Pictures aside, print all of the data below exactly as written.

Data under study:
☆ ☆ ☆ ☆ ☆
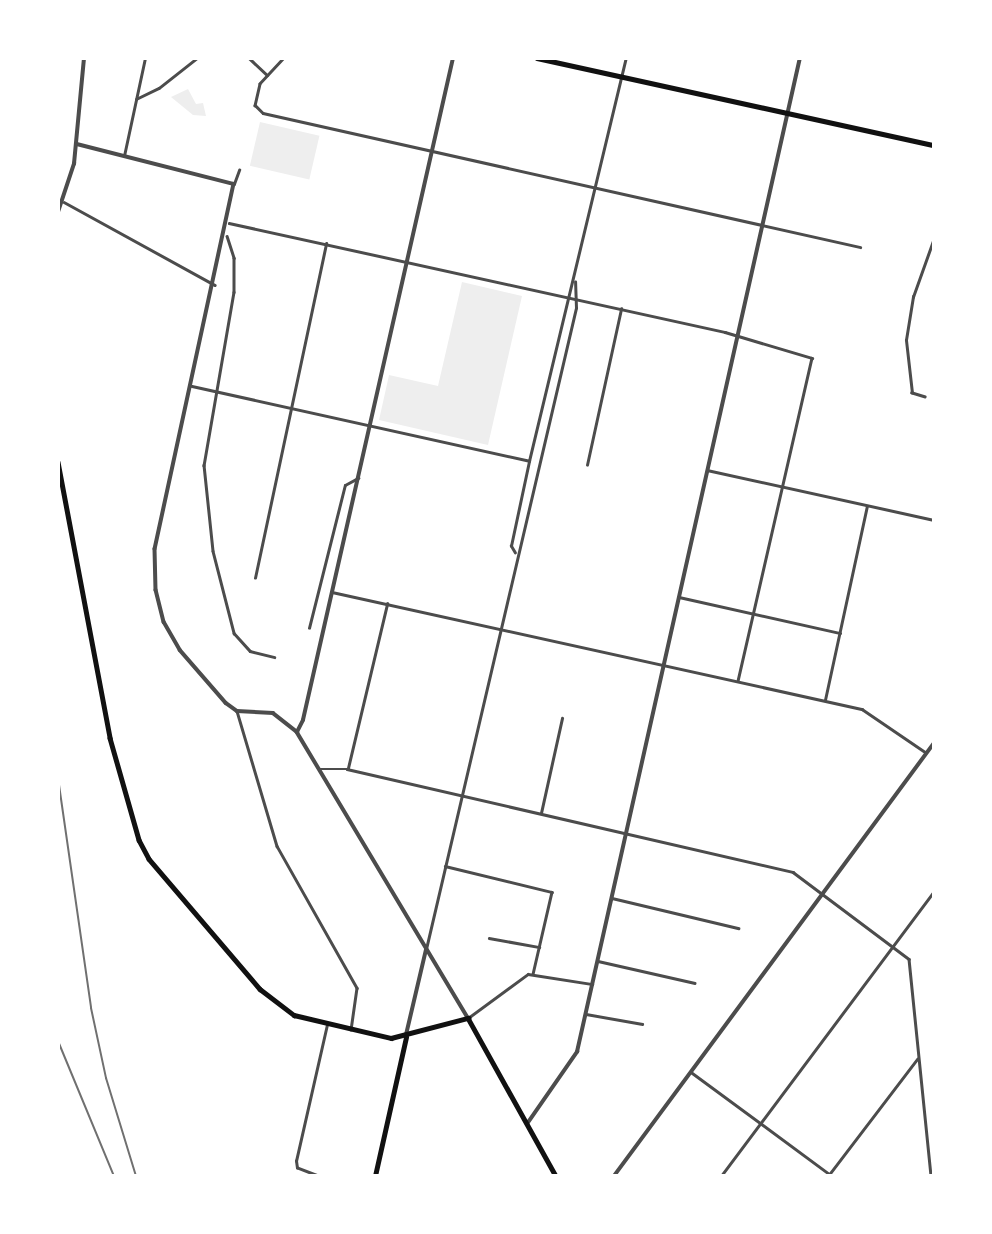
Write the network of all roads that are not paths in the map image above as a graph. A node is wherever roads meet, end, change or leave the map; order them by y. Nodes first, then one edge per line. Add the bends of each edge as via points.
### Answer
1 (83, 58) edge
2 (145, 58) edge
3 (249, 58) edge
4 (284, 58) edge
5 (453, 58) edge
6 (537, 58) edge
7 (626, 58) edge
8 (800, 58) edge
9 (194, 59) edge
10 (267, 75) junction
11 (621, 77) junction
12 (136, 99) junction
13 (788, 114) junction
14 (77, 144) junction
15 (934, 145) edge
16 (431, 151) junction
17 (124, 156) junction
18 (239, 170) dead end
19 (234, 184) junction
20 (597, 188) junction
21 (64, 202) junction
22 (58, 212) edge
23 (229, 223) junction
24 (763, 224) junction
25 (227, 236) junction
26 (934, 238) edge
27 (326, 243) junction
28 (860, 247) dead end
29 (407, 260) junction
30 (575, 282) junction
31 (215, 285) junction
32 (567, 296) junction
33 (578, 299) junction
34 (621, 309) junction
35 (737, 337) junction
36 (192, 386) junction
37 (216, 391) junction
38 (925, 397) dead end
39 (290, 406) junction
40 (370, 425) junction
41 (529, 461) junction
42 (58, 462) edge
43 (587, 466) dead end
44 (707, 470) junction
45 (358, 478) junction
46 (784, 488) junction
47 (867, 506) junction
48 (934, 520) edge
49 (515, 553) junction
50 (256, 578) dead end
51 (332, 592) junction
52 (679, 597) junction
53 (387, 604) junction
54 (755, 614) junction
55 (309, 628) dead end
56 (498, 629) junction
57 (840, 633) junction
58 (274, 657) dead end
59 (664, 664) junction
60 (738, 680) junction
61 (825, 700) junction
62 (237, 711) junction
63 (562, 718) dead end
64 (297, 732) junction
65 (934, 743) edge
66 (927, 753) junction
67 (320, 769) junction
68 (347, 769) junction
69 (461, 795) junction
70 (541, 813) junction
71 (626, 832) junction
72 (445, 866) junction
73 (934, 891) edge
74 (822, 895) junction
75 (612, 898) junction
76 (738, 928) dead end
77 (489, 938) dead end
78 (893, 946) junction
79 (539, 947) junction
80 (426, 949) junction
81 (598, 961) junction
82 (533, 974) junction
83 (695, 983) dead end
84 (592, 984) junction
85 (586, 1014) junction
86 (468, 1018) junction
87 (327, 1024) junction
88 (642, 1024) dead end
89 (351, 1030) junction
90 (406, 1037) junction
91 (916, 1059) junction
92 (691, 1072) junction
93 (760, 1123) junction
94 (527, 1124) junction
95 (318, 1176) edge
96 (375, 1176) edge
97 (556, 1176) edge
98 (614, 1176) edge
99 (721, 1176) edge
100 (830, 1176) edge
101 (931, 1176) edge

1 - 14 street
2 - 12 street
3 - 10 street
4 - 10 street
5 - 16 street
6 - 11 main road
7 - 11 street
8 - 13 street
9 - 12 street via 159,88
10 - 16 street via 260,84 256,108
11 - 13 main road
11 - 20 street
12 - 17 street
13 - 15 main road
13 - 24 street
14 - 17 street
14 - 21 street
16 - 20 street
16 - 29 street
17 - 19 street
18 - 19 street
19 - 23 street
20 - 24 street
20 - 30 street
21 - 22 street
21 - 31 street
23 - 25 street
23 - 27 street
24 - 28 street
24 - 35 street
25 - 31 street
25 - 37 street via 234,258 234,292
26 - 38 street via 913,297 906,340 912,393
27 - 29 street
27 - 39 street
29 - 32 street
29 - 40 street
30 - 32 street
30 - 33 street
31 - 36 street
32 - 33 street
32 - 41 street
33 - 34 street
33 - 49 street via 522,546
34 - 35 street
34 - 43 street
35 - 44 street
35 - 46 street via 809,356 811,373
36 - 37 street
36 - 62 street via 155,549 156,590 164,622 180,650
37 - 39 street
37 - 58 street via 204,465 217,569 236,638 250,651
39 - 40 street
39 - 50 street
40 - 41 street
40 - 45 street
41 - 49 street via 511,546
42 - 87 main road via 105,714 138,839 168,884 260,989 294,1015
44 - 46 street
44 - 52 street
45 - 51 street
45 - 55 street via 345,485
46 - 47 street
46 - 54 street
47 - 48 street
47 - 57 street
49 - 56 street
51 - 53 street
51 - 64 street
52 - 54 street
52 - 59 street
53 - 56 street
53 - 68 street
54 - 57 street
54 - 60 street
56 - 59 street
56 - 69 street
57 - 61 street
59 - 60 street
59 - 71 street
60 - 61 street
61 - 66 street via 868,711
62 - 64 street via 272,713
62 - 89 street via 277,846 357,988
63 - 70 street
64 - 67 street
65 - 66 street
66 - 74 street
67 - 68 street
67 - 80 street
68 - 69 street
69 - 70 street
69 - 72 street
70 - 71 street
71 - 74 street via 777,866
71 - 75 street
72 - 79 street via 548,889 552,897
72 - 80 street
73 - 78 street
74 - 78 street
74 - 92 street
75 - 76 street
75 - 81 street
77 - 79 street
78 - 91 street via 911,966
78 - 93 street
79 - 82 street
80 - 86 street
80 - 90 street
81 - 83 street
81 - 84 street
82 - 84 street
82 - 86 street
84 - 85 street
85 - 88 street
85 - 94 street via 574,1060
86 - 90 main road
86 - 94 main road
87 - 89 main road
87 - 95 street via 297,1168
89 - 90 main road
90 - 96 main road
91 - 100 street
91 - 101 street
92 - 93 street
92 - 98 street
93 - 99 street
93 - 100 street
94 - 97 main road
☆ ☆ ☆ ☆ ☆
Answer to the problem:
Write the network of all roads that are not paths in the map image above as a graph. A node is wherever roads meet, end, change or leave the map; order them by y. Nodes first, then one edge per line. Add the bends of each edge as via points.
### Answer
1 (83, 58) edge
2 (145, 58) edge
3 (249, 58) edge
4 (284, 58) edge
5 (453, 58) edge
6 (537, 58) edge
7 (626, 58) edge
8 (800, 58) edge
9 (194, 59) edge
10 (267, 75) junction
11 (621, 77) junction
12 (136, 99) junction
13 (788, 114) junction
14 (77, 144) junction
15 (934, 145) edge
16 (431, 151) junction
17 (124, 156) junction
18 (239, 170) dead end
19 (234, 184) junction
20 (597, 188) junction
21 (64, 202) junction
22 (58, 212) edge
23 (229, 223) junction
24 (763, 224) junction
25 (227, 236) junction
26 (934, 238) edge
27 (326, 243) junction
28 (860, 247) dead end
29 (407, 260) junction
30 (575, 282) junction
31 (215, 285) junction
32 (567, 296) junction
33 (578, 299) junction
34 (621, 309) junction
35 (737, 337) junction
36 (192, 386) junction
37 (216, 391) junction
38 (925, 397) dead end
39 (290, 406) junction
40 (370, 425) junction
41 (529, 461) junction
42 (58, 462) edge
43 (587, 466) dead end
44 (707, 470) junction
45 (358, 478) junction
46 (784, 488) junction
47 (867, 506) junction
48 (934, 520) edge
49 (515, 553) junction
50 (256, 578) dead end
51 (332, 592) junction
52 (679, 597) junction
53 (387, 604) junction
54 (755, 614) junction
55 (309, 628) dead end
56 (498, 629) junction
57 (840, 633) junction
58 (274, 657) dead end
59 (664, 664) junction
60 (738, 680) junction
61 (825, 700) junction
62 (237, 711) junction
63 (562, 718) dead end
64 (297, 732) junction
65 (934, 743) edge
66 (927, 753) junction
67 (320, 769) junction
68 (347, 769) junction
69 (461, 795) junction
70 (541, 813) junction
71 (626, 832) junction
72 (445, 866) junction
73 (934, 891) edge
74 (822, 895) junction
75 (612, 898) junction
76 (738, 928) dead end
77 (489, 938) dead end
78 (893, 946) junction
79 (539, 947) junction
80 (426, 949) junction
81 (598, 961) junction
82 (533, 974) junction
83 (695, 983) dead end
84 (592, 984) junction
85 (586, 1014) junction
86 (468, 1018) junction
87 (327, 1024) junction
88 (642, 1024) dead end
89 (351, 1030) junction
90 (406, 1037) junction
91 (916, 1059) junction
92 (691, 1072) junction
93 (760, 1123) junction
94 (527, 1124) junction
95 (318, 1176) edge
96 (375, 1176) edge
97 (556, 1176) edge
98 (614, 1176) edge
99 (721, 1176) edge
100 (830, 1176) edge
101 (931, 1176) edge

1 - 14 street
2 - 12 street
3 - 10 street
4 - 10 street
5 - 16 street
6 - 11 main road
7 - 11 street
8 - 13 street
9 - 12 street via 159,88
10 - 16 street via 260,84 256,108
11 - 13 main road
11 - 20 street
12 - 17 street
13 - 15 main road
13 - 24 street
14 - 17 street
14 - 21 street
16 - 20 street
16 - 29 street
17 - 19 street
18 - 19 street
19 - 23 street
20 - 24 street
20 - 30 street
21 - 22 street
21 - 31 street
23 - 25 street
23 - 27 street
24 - 28 street
24 - 35 street
25 - 31 street
25 - 37 street via 234,258 234,292
26 - 38 street via 913,297 906,340 912,393
27 - 29 street
27 - 39 street
29 - 32 street
29 - 40 street
30 - 32 street
30 - 33 street
31 - 36 street
32 - 33 street
32 - 41 street
33 - 34 street
33 - 49 street via 522,546
34 - 35 street
34 - 43 street
35 - 44 street
35 - 46 street via 809,356 811,373
36 - 37 street
36 - 62 street via 155,549 156,590 164,622 180,650
37 - 39 street
37 - 58 street via 204,465 217,569 236,638 250,651
39 - 40 street
39 - 50 street
40 - 41 street
40 - 45 street
41 - 49 street via 511,546
42 - 87 main road via 105,714 138,839 168,884 260,989 294,1015
44 - 46 street
44 - 52 street
45 - 51 street
45 - 55 street via 345,485
46 - 47 street
46 - 54 street
47 - 48 street
47 - 57 street
49 - 56 street
51 - 53 street
51 - 64 street
52 - 54 street
52 - 59 street
53 - 56 street
53 - 68 street
54 - 57 street
54 - 60 street
56 - 59 street
56 - 69 street
57 - 61 street
59 - 60 street
59 - 71 street
60 - 61 street
61 - 66 street via 868,711
62 - 64 street via 272,713
62 - 89 street via 277,846 357,988
63 - 70 street
64 - 67 street
65 - 66 street
66 - 74 street
67 - 68 street
67 - 80 street
68 - 69 street
69 - 70 street
69 - 72 street
70 - 71 street
71 - 74 street via 777,866
71 - 75 street
72 - 79 street via 548,889 552,897
72 - 80 street
73 - 78 street
74 - 78 street
74 - 92 street
75 - 76 street
75 - 81 street
77 - 79 street
78 - 91 street via 911,966
78 - 93 street
79 - 82 street
80 - 86 street
80 - 90 street
81 - 83 street
81 - 84 street
82 - 84 street
82 - 86 street
84 - 85 street
85 - 88 street
85 - 94 street via 574,1060
86 - 90 main road
86 - 94 main road
87 - 89 main road
87 - 95 street via 297,1168
89 - 90 main road
90 - 96 main road
91 - 100 street
91 - 101 street
92 - 93 street
92 - 98 street
93 - 99 street
93 - 100 street
94 - 97 main road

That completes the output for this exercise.